Collected data:
=== Section Start ===

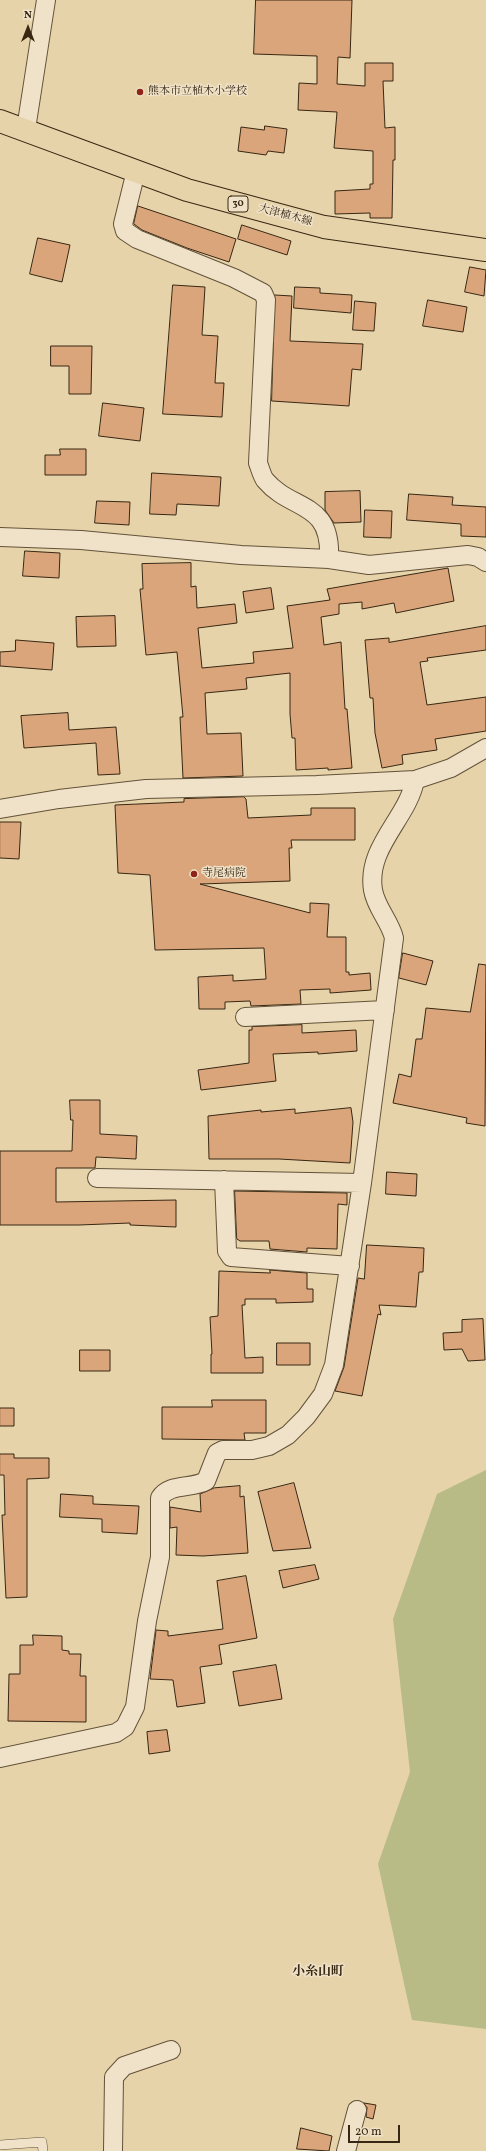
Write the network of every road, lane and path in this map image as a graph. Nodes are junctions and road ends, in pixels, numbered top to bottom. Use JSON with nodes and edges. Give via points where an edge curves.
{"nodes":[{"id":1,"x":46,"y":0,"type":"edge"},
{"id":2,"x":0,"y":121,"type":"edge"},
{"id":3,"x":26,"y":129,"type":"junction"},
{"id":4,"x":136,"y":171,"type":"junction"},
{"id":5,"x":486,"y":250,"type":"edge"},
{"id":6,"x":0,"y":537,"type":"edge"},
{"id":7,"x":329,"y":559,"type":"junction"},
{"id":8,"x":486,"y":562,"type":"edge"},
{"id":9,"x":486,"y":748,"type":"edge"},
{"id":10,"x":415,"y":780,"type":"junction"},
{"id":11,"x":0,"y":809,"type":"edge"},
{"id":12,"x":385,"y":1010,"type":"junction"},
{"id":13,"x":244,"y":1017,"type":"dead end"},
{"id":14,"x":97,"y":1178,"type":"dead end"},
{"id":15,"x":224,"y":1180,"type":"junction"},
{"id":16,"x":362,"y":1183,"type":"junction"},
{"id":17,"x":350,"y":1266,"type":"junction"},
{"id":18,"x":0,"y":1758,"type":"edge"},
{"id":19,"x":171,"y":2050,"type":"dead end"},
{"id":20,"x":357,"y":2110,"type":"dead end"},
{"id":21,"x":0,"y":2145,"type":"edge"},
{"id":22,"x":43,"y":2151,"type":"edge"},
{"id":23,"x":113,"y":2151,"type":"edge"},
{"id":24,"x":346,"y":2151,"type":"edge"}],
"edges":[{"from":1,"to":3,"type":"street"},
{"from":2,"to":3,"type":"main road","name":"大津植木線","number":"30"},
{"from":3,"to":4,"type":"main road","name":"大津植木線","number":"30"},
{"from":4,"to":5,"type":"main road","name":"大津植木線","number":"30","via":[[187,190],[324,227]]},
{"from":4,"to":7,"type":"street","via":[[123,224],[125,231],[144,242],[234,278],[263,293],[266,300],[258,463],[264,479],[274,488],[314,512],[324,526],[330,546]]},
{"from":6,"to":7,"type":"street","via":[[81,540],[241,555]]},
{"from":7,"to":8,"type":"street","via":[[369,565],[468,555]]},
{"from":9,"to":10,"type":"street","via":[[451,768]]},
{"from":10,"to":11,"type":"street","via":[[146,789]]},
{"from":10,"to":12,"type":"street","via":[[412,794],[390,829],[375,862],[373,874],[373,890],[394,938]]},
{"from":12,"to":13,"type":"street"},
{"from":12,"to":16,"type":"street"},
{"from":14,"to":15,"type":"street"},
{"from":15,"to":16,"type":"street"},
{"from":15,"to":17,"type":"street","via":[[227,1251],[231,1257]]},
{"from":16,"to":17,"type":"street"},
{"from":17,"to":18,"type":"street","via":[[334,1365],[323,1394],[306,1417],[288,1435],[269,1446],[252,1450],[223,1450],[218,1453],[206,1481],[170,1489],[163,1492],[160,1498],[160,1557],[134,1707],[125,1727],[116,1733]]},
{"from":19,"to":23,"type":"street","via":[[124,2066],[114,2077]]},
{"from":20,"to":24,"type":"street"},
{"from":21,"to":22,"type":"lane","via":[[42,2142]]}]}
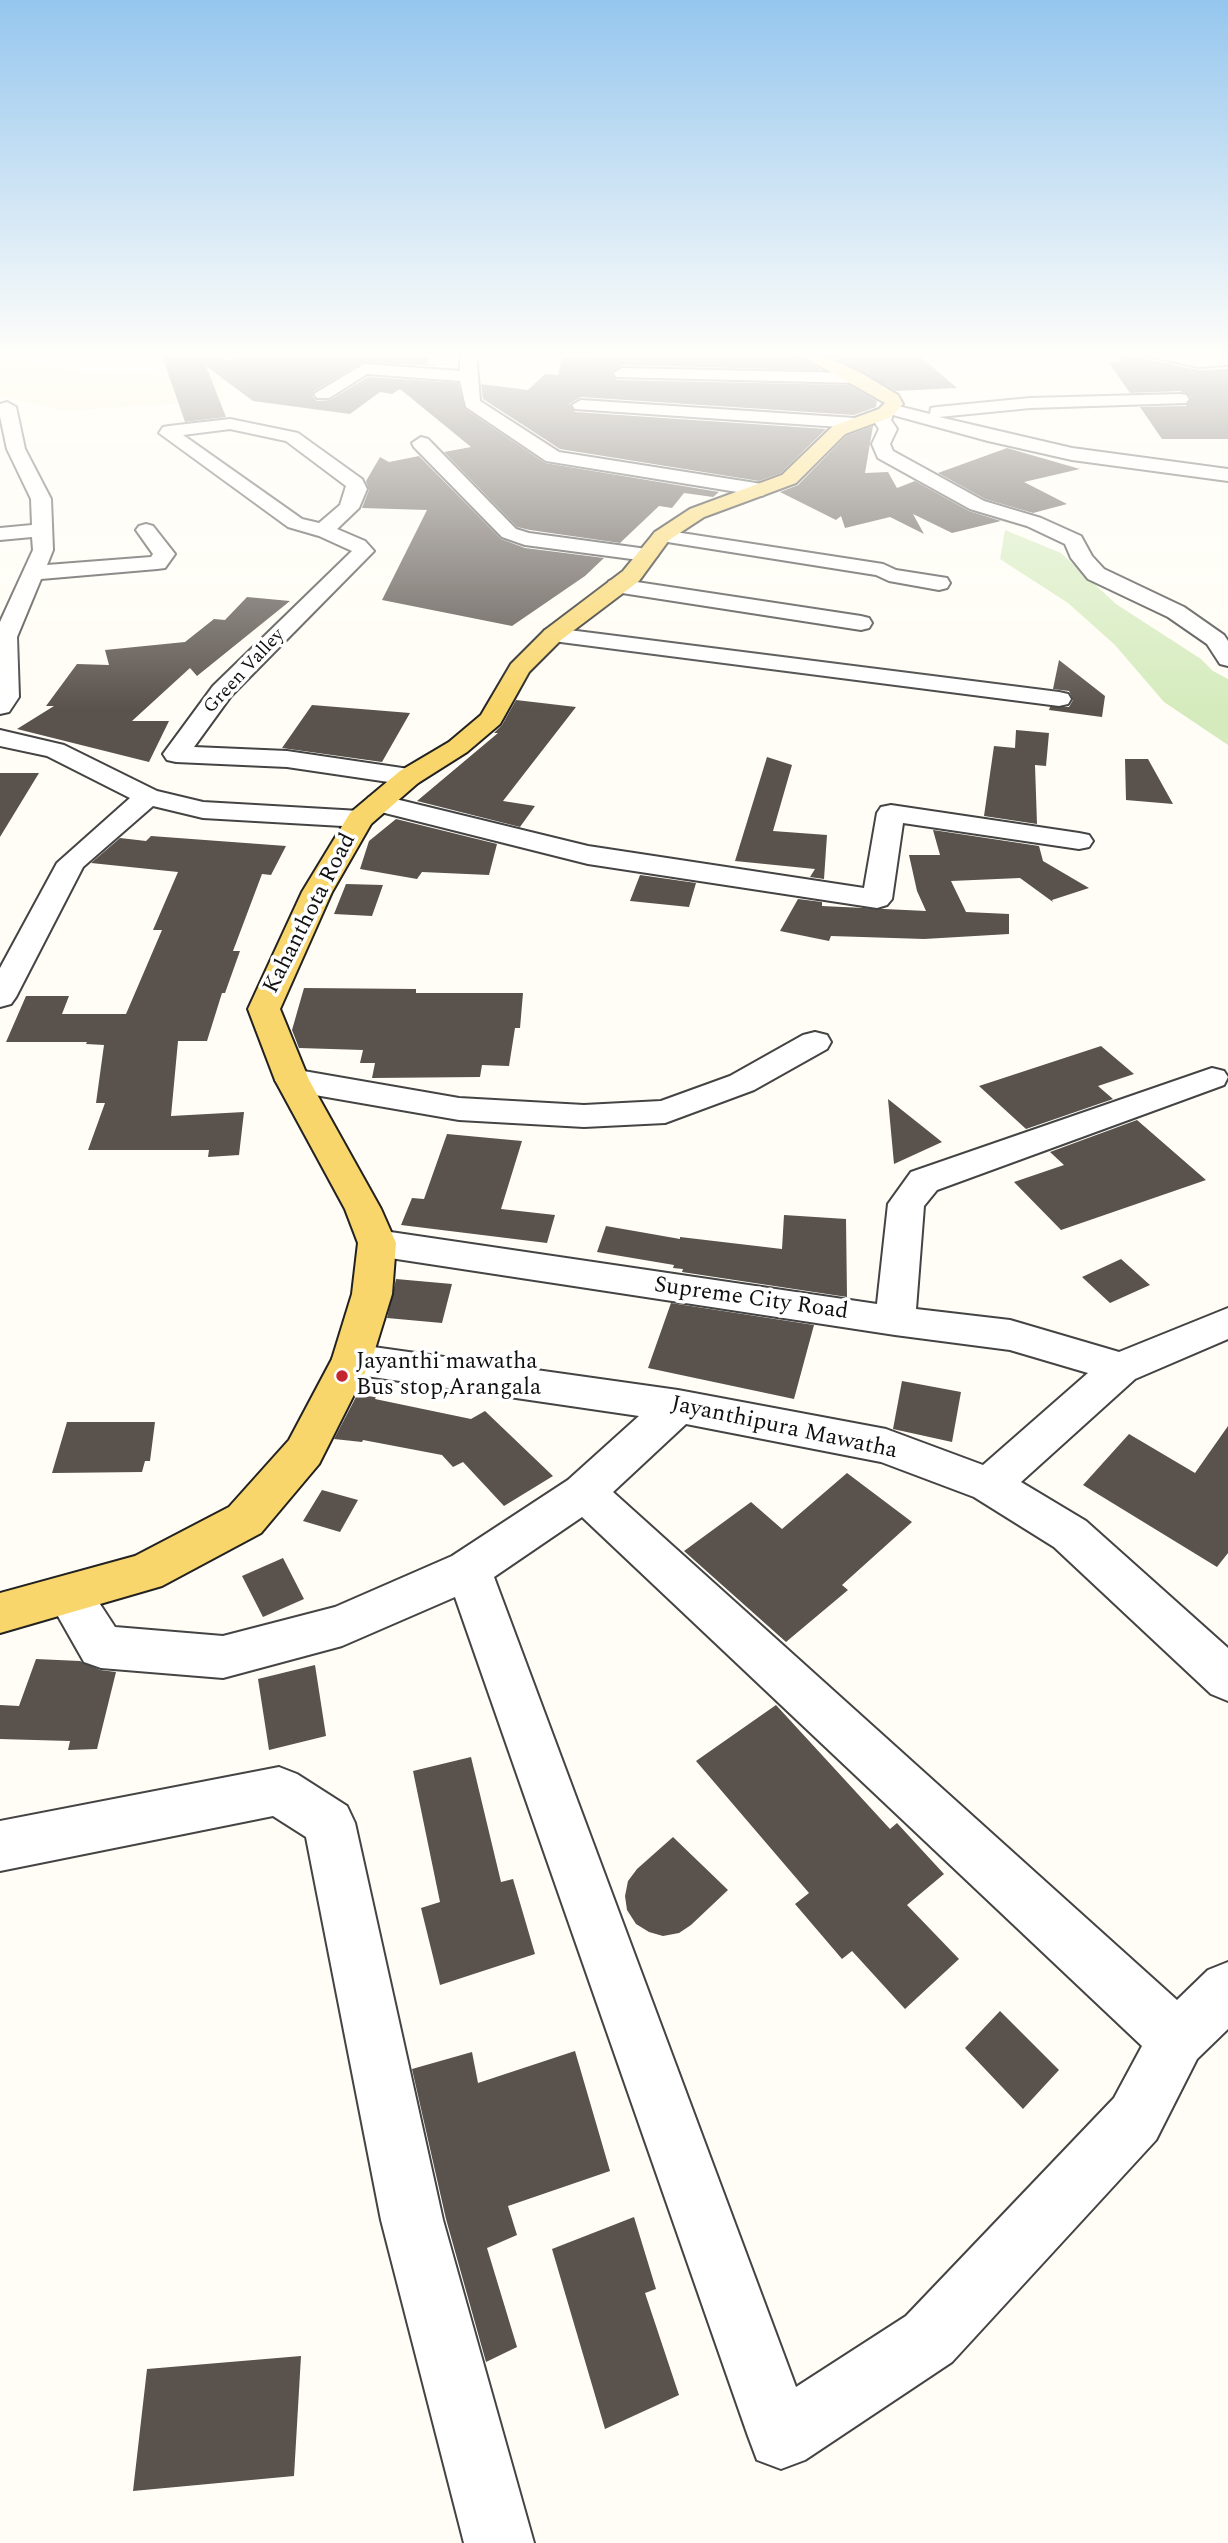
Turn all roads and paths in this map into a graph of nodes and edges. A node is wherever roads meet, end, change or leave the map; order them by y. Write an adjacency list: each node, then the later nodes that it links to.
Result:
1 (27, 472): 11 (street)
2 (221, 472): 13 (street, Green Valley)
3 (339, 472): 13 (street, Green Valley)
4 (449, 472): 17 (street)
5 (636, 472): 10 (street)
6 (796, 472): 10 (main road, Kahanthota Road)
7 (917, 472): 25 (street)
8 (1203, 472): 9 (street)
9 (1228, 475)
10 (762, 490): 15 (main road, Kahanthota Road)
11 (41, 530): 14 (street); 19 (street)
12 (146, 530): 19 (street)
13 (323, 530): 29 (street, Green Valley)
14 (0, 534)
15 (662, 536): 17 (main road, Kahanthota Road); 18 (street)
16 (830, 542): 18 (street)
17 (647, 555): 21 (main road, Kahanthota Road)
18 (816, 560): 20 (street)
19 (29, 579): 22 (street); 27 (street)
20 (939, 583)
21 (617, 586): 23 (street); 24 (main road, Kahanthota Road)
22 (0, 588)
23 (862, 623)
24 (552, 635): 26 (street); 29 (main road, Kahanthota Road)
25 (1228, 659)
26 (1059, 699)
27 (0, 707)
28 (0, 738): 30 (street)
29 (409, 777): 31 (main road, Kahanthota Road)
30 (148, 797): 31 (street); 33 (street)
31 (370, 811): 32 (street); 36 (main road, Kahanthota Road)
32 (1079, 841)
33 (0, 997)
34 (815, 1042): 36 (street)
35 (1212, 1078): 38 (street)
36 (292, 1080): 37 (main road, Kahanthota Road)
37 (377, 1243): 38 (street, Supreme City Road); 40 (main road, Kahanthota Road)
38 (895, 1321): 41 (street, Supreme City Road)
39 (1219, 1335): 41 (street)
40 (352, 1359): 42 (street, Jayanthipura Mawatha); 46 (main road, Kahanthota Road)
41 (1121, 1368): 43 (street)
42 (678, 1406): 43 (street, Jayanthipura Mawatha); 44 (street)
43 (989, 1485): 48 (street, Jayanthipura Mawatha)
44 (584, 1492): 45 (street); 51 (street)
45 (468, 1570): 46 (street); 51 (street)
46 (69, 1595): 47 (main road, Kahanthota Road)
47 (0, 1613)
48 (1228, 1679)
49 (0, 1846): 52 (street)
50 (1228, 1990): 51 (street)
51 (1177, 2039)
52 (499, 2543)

=== Section End ===

Aim of the exercise: Return every line above where "graph" appears.

Result for this exercise:
Write the network of every road, lane and path in this map image as a graph. Nodes are junctions and road ends, in pixels, numbered top to bottom. Use JSON with nodes and edges. Give via points where an edge curves.
Turn all roads and paths in this map into a graph of nodes and edges. A node is wherever roads meet, end, change or leave the map; order them by y. Write an adjacency list: each node, then the later nodes that it links to.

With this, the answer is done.